The use of pesticide rotations and other methods to delay the development of resistance may only postpone for a few years the inevitable loss of most of the currently available treatments. In the long term, breeding sheep for resistance to flystrike may be the only viable option (James 2006; Greeff et al. 2014; Hatcher and Preston 2015). Pesticide resistance management may be considered an interim measure to allow preventive methods to continue to be used during years when the risk of flystrike is unusually high. Where the risk of strike is relatively low, treatment can be limited to individual struck sheep, provided that monitoring is frequent enough to allow early detection of those affected by strike (Grant et al. 2019).

Resistance may increase over time, without becoming obvious until it is at levels that are difficult to control. In the long term, wool producers may be unable to rely on current methods of preventive treatment every year. Non-pesticide methods must be used where possible, including breeding sheep for resistance to flystrike.

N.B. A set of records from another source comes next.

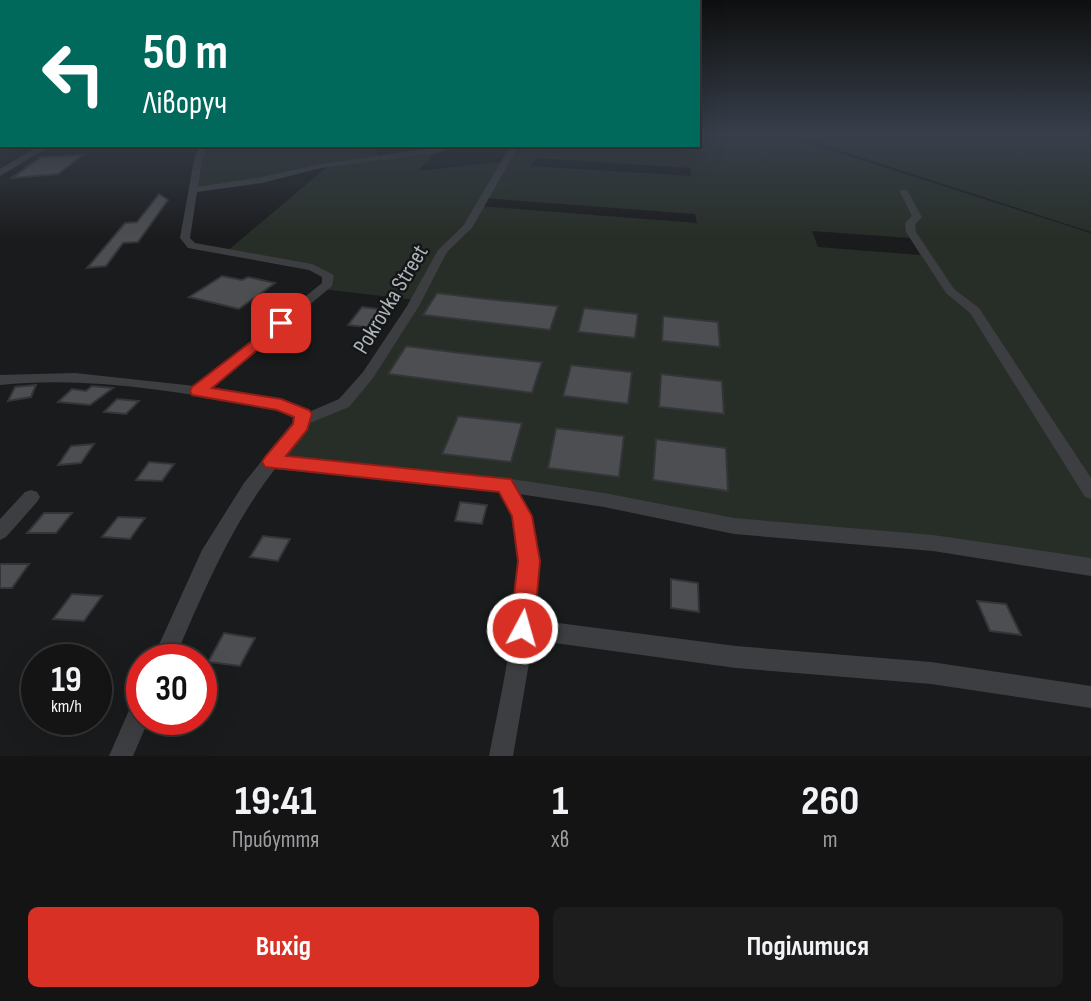 <!DOCTYPE html>
<html lang="uk">
<meta charset="utf-8">
<style>
:root{--surface:#141415;--page:#1d1d1e;--text:#f1f3f6;--muted:#9d9ea0;--line:#333334;--accent:#d93025}
body{margin:0;font-family:"Sofia Sans Condensed",sans-serif;background:var(--page);color:var(--text);height:100vh;display:flex;flex-direction:column;font-size:26px;white-space:nowrap}
*{box-sizing:border-box;margin:0}
p{font-size:23px;color:var(--muted)}
.icon{flex:none;width:38px;height:38px;fill:none;stroke:currentColor;stroke-width:2;stroke-linecap:round;stroke-linejoin:round}
.map{position:relative;height:756px;overflow:hidden}
.sheet{display:flex;flex-direction:column;background:var(--surface);flex:1}
.sheet>*{flex:none}
.banner{position:absolute;left:0px;top:0px;width:700px;height:147px;box-shadow:0 7px 28px #0002,0 0 0 2px var(--line);background:#00695c;color:#fff;overflow:hidden}
.speed{position:absolute;left:21px;top:644px;display:flex;gap:14px;font-size:35px;font-weight:700;text-align:center}
.speed>*{display:grid;place-content:center;width:91px;height:91px;border-radius:50%;background:var(--surface);box-shadow:0 7px 28px #0002,0 0 0 2px var(--line);line-height:1}
.speed small{font-size:18px;font-weight:400}
.speed .limit{border:10px solid #d22;background:#fff;color:#111}
.pin{position:absolute;display:grid;place-items:center;width:60px;height:60px;color:#fff;margin:-30px;border-radius:14px;box-shadow:0 4px 10px #0006}
.me{position:absolute;width:77px;margin:-38px;rotate:6deg;stroke-linejoin:round;filter:drop-shadow(0 0 5px #0008)}
.turn{display:flex;align-items:center;gap:24px;height:147px;padding:0 28px;font-size:32px}
.turn .icon{width:91px;height:91px;stroke-width:2.5}
.turn b{display:block;font-size:49px;line-height:60px}
.eta{display:flex;justify-content:space-evenly;align-items:center;height:119px;text-align:center}
.eta b{font-size:42px;font-weight:700;line-height:49px}
.cta{display:flex;gap:14px;margin-top:auto;padding:14px 28px}
.cta a{flex:1;height:80px;border-radius:10px;background:var(--accent);color:#fff;font-size:28px;font-weight:700;line-height:80px;text-align:center}
.cta a+a{background:var(--page);color:var(--text)}
.map>svg:first-child{display:block}
.green{fill:#272e27;fill-rule:evenodd}
.building{fill:#4c4e51;stroke:#343538;stroke-width:2}
.lines{fill:none;stroke-linecap:round;stroke-linejoin:round}
.minor{fill:#3c3e41;fill-rule:evenodd}
.tertiary{fill:#3c3e41;fill-rule:evenodd}
.route{fill:#d93025;stroke:#8d1f18;stroke-width:2}
.labels{text-anchor:middle;stroke-width:5;stroke-linejoin:round;paint-order:stroke}
.street-label{font-size:23px;fill:#aeb5ba;stroke:#151617}
</style>
<div class="map">
<svg width="1091" height="756" viewBox="0 0 1091 756">
<rect width="100%" height="100%" fill="#1a1b1c"/>
<g class="green">
<path d="M 698,133 L 776,133 L 1091,233 L 1091,567 L 734,526 L 604,500 L 271,462 L 305,419 L 344,403 L 416,300 L 322,289 L 328,275 L 312,267 L 226,252 L 328,166 L 262,180 L 193,190 L 204,145 L 378,145 L 378,159 L 437,151 L 418,171 L 507,161 L 515,145 L 698,145 ZM 535,158 L 690,168 L 691,176 L 531,166 ZM 483,198 L 695,214 L 697,223 L 479,206 ZM 812,231 L 910,238 L 920,255 L 818,247 Z"/>
<path d="M 786,133 L 1091,133 L 1091,232 Z"/>
</g>
<g class="building">
<path d="M 83,155 L 58,174 L 12,178 L 41,157 Z"/>
<path d="M 159,194 L 168,200 L 138,242 L 123,243 L 106,266 L 87,268 L 125,223 L 137,222 Z"/>
<path d="M 222,276 L 242,280 L 248,277 L 275,283 L 239,309 L 189,297 Z"/>
<path d="M 437,293 L 487,299 L 558,306 L 550,330 L 423,315 Z"/>
<path d="M 362,307 L 386,310 L 373,328 L 348,325 Z"/>
<path d="M 584,308 L 638,314 L 635,338 L 578,332 Z"/>
<path d="M 663,316 L 718,322 L 720,347 L 662,341 Z"/>
<path d="M 406,346 L 461,353 L 542,362 L 532,393 L 388,374 Z"/>
<path d="M 571,365 L 632,372 L 628,404 L 563,396 Z"/>
<path d="M 661,374 L 722,381 L 724,414 L 659,407 Z"/>
<path d="M 36,385 L 31,397 L 8,401 L 15,387 Z"/>
<path d="M 92,386 L 113,388 L 90,405 L 58,402 L 72,389 L 86,391 Z"/>
<path d="M 117,399 L 139,401 L 126,414 L 104,412 Z"/>
<path d="M 458,416 L 522,423 L 511,462 L 442,454 Z"/>
<path d="M 556,428 L 624,436 L 619,477 L 548,468 Z"/>
<path d="M 656,439 L 726,448 L 728,491 L 653,480 Z"/>
<path d="M 94,444 L 81,463 L 58,465 L 71,446 Z"/>
<path d="M 149,462 L 174,464 L 162,481 L 136,480 Z"/>
<path d="M 460,502 L 487,505 L 482,524 L 455,521 Z"/>
<path d="M 44,513 L 72,513 L 56,533 L 27,533 Z"/>
<path d="M 118,517 L 145,518 L 130,539 L 102,537 Z"/>
<path d="M 263,536 L 290,539 L 278,561 L 250,557 Z"/>
<path d="M 0,564 L 29,564 L 12,588 L 0,588 Z"/>
<path d="M 671,579 L 698,583 L 699,612 L 671,608 Z"/>
<path d="M 72,594 L 102,596 L 84,621 L 53,619 Z"/>
<path d="M 977,601 L 1006,604 L 1021,635 L 990,631 Z"/>
<path d="M 224,633 L 255,638 L 240,666 L 208,662 Z"/>
</g>
<g class="lines">
<g class="minor">
<rect x="0" y="133" width="2" height="2"/>
<path d="M 200,145 L 208,145 L 202,160 L 198,187 L 262,177 L 321,164 L 452,145 L 466,145 L 437,153 L 321,168 L 262,183 L 197,192 L 190,238 L 195,243 L 312,264 L 334,275 L 332,286 L 210,388 L 281,399 L 309,412 L 339,399 L 363,372 L 407,306 L 438,250 L 463,226 L 511,145 L 519,145 L 472,228 L 447,252 L 419,306 L 373,378 L 349,407 L 310,423 L 284,457 L 505,478 L 604,493 L 734,518 L 933,535 L 1091,558 L 1091,576 L 933,551 L 734,534 L 604,507 L 519,494 C 542,531 539,578 535,620 L 736,646 L 931,662 L 1091,686 L 1091,708 L 931,684 L 736,668 L 533,640 L 513,756 L 489,756 C 497,714 507,670 512,628 C 517,576 527,541 500,491 L 275,469 C 230,527 203,593 174,660 L 152,660 L 202,550 L 244,483 L 297,417 L 278,408 C 186,394 93,375 0,385 L 0,375 L 75,373 L 195,386 L 322,283 L 322,277 L 309,270 L 188,248 L 180,238 L 194,160 Z"/>
<path d="M 901,190 L 907,190 L 922,217 L 915,224 L 916,232 L 954,289 L 979,308 L 1091,478 L 1091,499 L 1085,497 L 970,313 L 946,293 L 906,232 L 905,223 L 912,216 L 900,192 Z"/>
<path d="M 31,490 L 37,492 L 40,497 L 37,502 L 6,537 L 0,540 L 0,519 L 25,492 Z"/>
<path d="M 142,696 L 142,719 L 149,719 L 133,756 L 109,756 L 134,699 Z"/>
</g>
<path class="tertiary" d="M 40,145 L 52,145 L 0,176 L 0,169 Z"/>
</g>
<linearGradient id="sky" x2="0" y2="1"><stop stop-color="#0e0f0f"/><stop offset="0.56" stop-color="#383f4b"/><stop offset="1" stop-color="#383f4b" stop-opacity="0"/></linearGradient>
<rect width="1091" height="239" fill="url(#sky)"/>
<path class="route" d="M 281,319 L 286,320 L 286,326 L 212,388 L 281,399 L 309,410 L 312,414 L 307,430 L 286,456 L 511,479 L 532,516 L 540,561 L 534,628 L 530,636 L 522,639 L 514,636 L 510,628 L 518,561 L 512,516 L 499,492 L 265,467 L 262,462 L 265,457 L 293,424 L 294,417 L 277,410 L 192,395 L 190,391 L 192,387 Z"/>
<g class="labels">
<g class="street-label">
<text transform="translate(390 299) rotate(-59)" y="8">Pokrovka Street</text>
</g>
</g>
</svg>
<div class="speed"><div>19<small>km/h</small></div><div class="limit">30</div></div>
<div class="pin" style="left:281px;top:323px;background:#d93025"><svg class="icon" aria-label="arrive" viewBox="0 0 24 24"><path d="M6 21V4h12l-3 4 3 4H6"/></svg></div>
<svg class="me" style="left:522px;top:628px" viewBox="-20 -20 40 40"><circle r="17" fill="#d93025" stroke="#fff" stroke-width="3"/><path d="M0-11L8 9 0 5-8 9z" fill="#fff"/></svg>
<div class="banner">
<div class="turn"><svg class="icon" aria-label="left" viewBox="0 0 24 24"><path d="M17 20v-9H6M10 6l-5 5 5 5"/></svg><div><b>50 m</b>Ліворуч</div></div>
</div>
</div>
<section class="sheet">
<div class="eta">
<div><b>19:41</b><p>Прибуття</p></div>
<div><b>1</b><p>хв</p></div>
<div><b>260</b><p>m</p></div>
</div>
<div class="cta"><a>Вихід</a><a>Поділитися</a></div>
</section>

This study has shown that fitness disadvantage is an important determinant of resistance development, and further research should be conducted to determine whether other chemicals besides cyromazine have this benefit. The model could be used to examine other management changes that could reduce the rate of development of resistance of blowflies to pesticides, such as the use of shearing or crutching during the fly season to reduce the need for repeated pesticide application.

The program is available under licence for researchers and can be used to replicate the results provided here. Applications should be made to the corresponding author.

The authors declare no conflicts of interest.

Funding for this work was provided by Australian Wool Innovation Ltd. AWI is grateful for its funding, which is primarily provided by Australian woolgrowers through a wool levy and by the Australian Government, which provides a matching contribution for eligible R&D activities.